[TASK PROMPT] Your task is to copy every record exactly.

(Collected data entries)
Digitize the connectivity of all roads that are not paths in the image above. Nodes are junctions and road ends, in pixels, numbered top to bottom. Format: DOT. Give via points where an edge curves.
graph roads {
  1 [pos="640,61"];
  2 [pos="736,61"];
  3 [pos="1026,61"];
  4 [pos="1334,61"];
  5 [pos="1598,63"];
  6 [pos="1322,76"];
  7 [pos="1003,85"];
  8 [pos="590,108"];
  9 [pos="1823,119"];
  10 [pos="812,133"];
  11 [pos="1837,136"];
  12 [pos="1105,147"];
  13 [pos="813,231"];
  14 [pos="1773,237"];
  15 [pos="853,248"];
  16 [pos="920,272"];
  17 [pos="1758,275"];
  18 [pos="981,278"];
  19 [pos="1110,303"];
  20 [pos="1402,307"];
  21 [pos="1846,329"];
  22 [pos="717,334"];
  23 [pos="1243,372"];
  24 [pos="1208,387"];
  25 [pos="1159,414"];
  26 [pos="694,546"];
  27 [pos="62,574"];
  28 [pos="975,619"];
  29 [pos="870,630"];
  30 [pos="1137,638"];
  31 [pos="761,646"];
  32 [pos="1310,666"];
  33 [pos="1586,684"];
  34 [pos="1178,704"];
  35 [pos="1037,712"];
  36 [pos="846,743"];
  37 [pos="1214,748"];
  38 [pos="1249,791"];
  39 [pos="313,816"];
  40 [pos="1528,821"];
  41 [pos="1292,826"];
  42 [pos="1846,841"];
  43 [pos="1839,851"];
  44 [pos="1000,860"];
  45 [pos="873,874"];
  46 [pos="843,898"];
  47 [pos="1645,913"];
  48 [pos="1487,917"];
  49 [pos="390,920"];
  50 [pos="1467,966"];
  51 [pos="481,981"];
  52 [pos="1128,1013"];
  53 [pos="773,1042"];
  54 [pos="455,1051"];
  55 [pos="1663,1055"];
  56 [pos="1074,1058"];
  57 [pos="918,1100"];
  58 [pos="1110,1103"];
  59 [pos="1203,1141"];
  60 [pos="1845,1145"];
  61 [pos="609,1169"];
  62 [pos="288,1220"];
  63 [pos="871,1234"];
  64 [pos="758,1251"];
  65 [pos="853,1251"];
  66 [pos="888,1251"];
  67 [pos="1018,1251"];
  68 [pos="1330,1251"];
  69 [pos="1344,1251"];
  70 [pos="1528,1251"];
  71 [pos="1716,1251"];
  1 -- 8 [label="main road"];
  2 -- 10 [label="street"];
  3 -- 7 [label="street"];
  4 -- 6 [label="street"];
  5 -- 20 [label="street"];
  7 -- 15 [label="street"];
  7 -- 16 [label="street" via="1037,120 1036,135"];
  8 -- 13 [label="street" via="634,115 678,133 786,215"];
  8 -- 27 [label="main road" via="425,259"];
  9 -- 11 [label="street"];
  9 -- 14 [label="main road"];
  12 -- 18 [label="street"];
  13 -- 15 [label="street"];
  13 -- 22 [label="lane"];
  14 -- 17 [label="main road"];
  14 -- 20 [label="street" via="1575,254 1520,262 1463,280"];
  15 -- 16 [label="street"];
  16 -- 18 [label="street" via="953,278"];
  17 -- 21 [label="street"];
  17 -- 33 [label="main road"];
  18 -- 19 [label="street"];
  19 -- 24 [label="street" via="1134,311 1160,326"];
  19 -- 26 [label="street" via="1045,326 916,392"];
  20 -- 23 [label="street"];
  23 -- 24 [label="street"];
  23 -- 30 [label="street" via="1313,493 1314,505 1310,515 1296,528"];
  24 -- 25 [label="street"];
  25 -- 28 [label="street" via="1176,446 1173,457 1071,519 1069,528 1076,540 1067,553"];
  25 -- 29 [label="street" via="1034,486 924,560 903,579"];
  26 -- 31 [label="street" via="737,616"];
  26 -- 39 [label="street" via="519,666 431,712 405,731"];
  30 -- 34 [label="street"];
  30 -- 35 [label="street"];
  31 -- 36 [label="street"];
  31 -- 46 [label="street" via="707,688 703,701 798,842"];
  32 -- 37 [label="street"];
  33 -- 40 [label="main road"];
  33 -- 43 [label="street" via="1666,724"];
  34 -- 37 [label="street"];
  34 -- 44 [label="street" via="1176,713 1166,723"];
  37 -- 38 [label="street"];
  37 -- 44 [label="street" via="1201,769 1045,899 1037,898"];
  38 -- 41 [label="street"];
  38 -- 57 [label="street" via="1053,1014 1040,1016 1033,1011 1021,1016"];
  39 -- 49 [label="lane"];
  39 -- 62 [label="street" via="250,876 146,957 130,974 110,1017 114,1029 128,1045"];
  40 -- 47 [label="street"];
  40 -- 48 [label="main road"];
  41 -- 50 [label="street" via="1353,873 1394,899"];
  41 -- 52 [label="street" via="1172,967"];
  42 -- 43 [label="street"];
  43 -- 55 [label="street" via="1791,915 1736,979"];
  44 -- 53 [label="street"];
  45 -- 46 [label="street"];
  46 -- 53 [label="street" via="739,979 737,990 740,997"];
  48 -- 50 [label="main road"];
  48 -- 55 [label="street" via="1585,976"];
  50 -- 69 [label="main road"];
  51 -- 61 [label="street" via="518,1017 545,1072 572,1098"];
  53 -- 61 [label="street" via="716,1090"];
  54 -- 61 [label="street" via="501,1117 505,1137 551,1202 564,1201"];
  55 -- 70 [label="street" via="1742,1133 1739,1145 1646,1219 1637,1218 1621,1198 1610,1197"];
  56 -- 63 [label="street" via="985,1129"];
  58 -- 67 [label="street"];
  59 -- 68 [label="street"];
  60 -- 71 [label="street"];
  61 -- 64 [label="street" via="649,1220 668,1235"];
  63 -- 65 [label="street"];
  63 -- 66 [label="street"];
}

[TASK RESULT]
Digitize the connectivity of all roads that are not paths in the image above. Nodes are junctions and road ends, in pixels, numbered top to bottom. Format: DOT. Give via points where an edge curves.
graph roads {
  1 [pos="640,61"];
  2 [pos="736,61"];
  3 [pos="1026,61"];
  4 [pos="1334,61"];
  5 [pos="1598,63"];
  6 [pos="1322,76"];
  7 [pos="1003,85"];
  8 [pos="590,108"];
  9 [pos="1823,119"];
  10 [pos="812,133"];
  11 [pos="1837,136"];
  12 [pos="1105,147"];
  13 [pos="813,231"];
  14 [pos="1773,237"];
  15 [pos="853,248"];
  16 [pos="920,272"];
  17 [pos="1758,275"];
  18 [pos="981,278"];
  19 [pos="1110,303"];
  20 [pos="1402,307"];
  21 [pos="1846,329"];
  22 [pos="717,334"];
  23 [pos="1243,372"];
  24 [pos="1208,387"];
  25 [pos="1159,414"];
  26 [pos="694,546"];
  27 [pos="62,574"];
  28 [pos="975,619"];
  29 [pos="870,630"];
  30 [pos="1137,638"];
  31 [pos="761,646"];
  32 [pos="1310,666"];
  33 [pos="1586,684"];
  34 [pos="1178,704"];
  35 [pos="1037,712"];
  36 [pos="846,743"];
  37 [pos="1214,748"];
  38 [pos="1249,791"];
  39 [pos="313,816"];
  40 [pos="1528,821"];
  41 [pos="1292,826"];
  42 [pos="1846,841"];
  43 [pos="1839,851"];
  44 [pos="1000,860"];
  45 [pos="873,874"];
  46 [pos="843,898"];
  47 [pos="1645,913"];
  48 [pos="1487,917"];
  49 [pos="390,920"];
  50 [pos="1467,966"];
  51 [pos="481,981"];
  52 [pos="1128,1013"];
  53 [pos="773,1042"];
  54 [pos="455,1051"];
  55 [pos="1663,1055"];
  56 [pos="1074,1058"];
  57 [pos="918,1100"];
  58 [pos="1110,1103"];
  59 [pos="1203,1141"];
  60 [pos="1845,1145"];
  61 [pos="609,1169"];
  62 [pos="288,1220"];
  63 [pos="871,1234"];
  64 [pos="758,1251"];
  65 [pos="853,1251"];
  66 [pos="888,1251"];
  67 [pos="1018,1251"];
  68 [pos="1330,1251"];
  69 [pos="1344,1251"];
  70 [pos="1528,1251"];
  71 [pos="1716,1251"];
  1 -- 8 [label="main road"];
  2 -- 10 [label="street"];
  3 -- 7 [label="street"];
  4 -- 6 [label="street"];
  5 -- 20 [label="street"];
  7 -- 15 [label="street"];
  7 -- 16 [label="street" via="1037,120 1036,135"];
  8 -- 13 [label="street" via="634,115 678,133 786,215"];
  8 -- 27 [label="main road" via="425,259"];
  9 -- 11 [label="street"];
  9 -- 14 [label="main road"];
  12 -- 18 [label="street"];
  13 -- 15 [label="street"];
  13 -- 22 [label="lane"];
  14 -- 17 [label="main road"];
  14 -- 20 [label="street" via="1575,254 1520,262 1463,280"];
  15 -- 16 [label="street"];
  16 -- 18 [label="street" via="953,278"];
  17 -- 21 [label="street"];
  17 -- 33 [label="main road"];
  18 -- 19 [label="street"];
  19 -- 24 [label="street" via="1134,311 1160,326"];
  19 -- 26 [label="street" via="1045,326 916,392"];
  20 -- 23 [label="street"];
  23 -- 24 [label="street"];
  23 -- 30 [label="street" via="1313,493 1314,505 1310,515 1296,528"];
  24 -- 25 [label="street"];
  25 -- 28 [label="street" via="1176,446 1173,457 1071,519 1069,528 1076,540 1067,553"];
  25 -- 29 [label="street" via="1034,486 924,560 903,579"];
  26 -- 31 [label="street" via="737,616"];
  26 -- 39 [label="street" via="519,666 431,712 405,731"];
  30 -- 34 [label="street"];
  30 -- 35 [label="street"];
  31 -- 36 [label="street"];
  31 -- 46 [label="street" via="707,688 703,701 798,842"];
  32 -- 37 [label="street"];
  33 -- 40 [label="main road"];
  33 -- 43 [label="street" via="1666,724"];
  34 -- 37 [label="street"];
  34 -- 44 [label="street" via="1176,713 1166,723"];
  37 -- 38 [label="street"];
  37 -- 44 [label="street" via="1201,769 1045,899 1037,898"];
  38 -- 41 [label="street"];
  38 -- 57 [label="street" via="1053,1014 1040,1016 1033,1011 1021,1016"];
  39 -- 49 [label="lane"];
  39 -- 62 [label="street" via="250,876 146,957 130,974 110,1017 114,1029 128,1045"];
  40 -- 47 [label="street"];
  40 -- 48 [label="main road"];
  41 -- 50 [label="street" via="1353,873 1394,899"];
  41 -- 52 [label="street" via="1172,967"];
  42 -- 43 [label="street"];
  43 -- 55 [label="street" via="1791,915 1736,979"];
  44 -- 53 [label="street"];
  45 -- 46 [label="street"];
  46 -- 53 [label="street" via="739,979 737,990 740,997"];
  48 -- 50 [label="main road"];
  48 -- 55 [label="street" via="1585,976"];
  50 -- 69 [label="main road"];
  51 -- 61 [label="street" via="518,1017 545,1072 572,1098"];
  53 -- 61 [label="street" via="716,1090"];
  54 -- 61 [label="street" via="501,1117 505,1137 551,1202 564,1201"];
  55 -- 70 [label="street" via="1742,1133 1739,1145 1646,1219 1637,1218 1621,1198 1610,1197"];
  56 -- 63 [label="street" via="985,1129"];
  58 -- 67 [label="street"];
  59 -- 68 [label="street"];
  60 -- 71 [label="street"];
  61 -- 64 [label="street" via="649,1220 668,1235"];
  63 -- 65 [label="street"];
  63 -- 66 [label="street"];
}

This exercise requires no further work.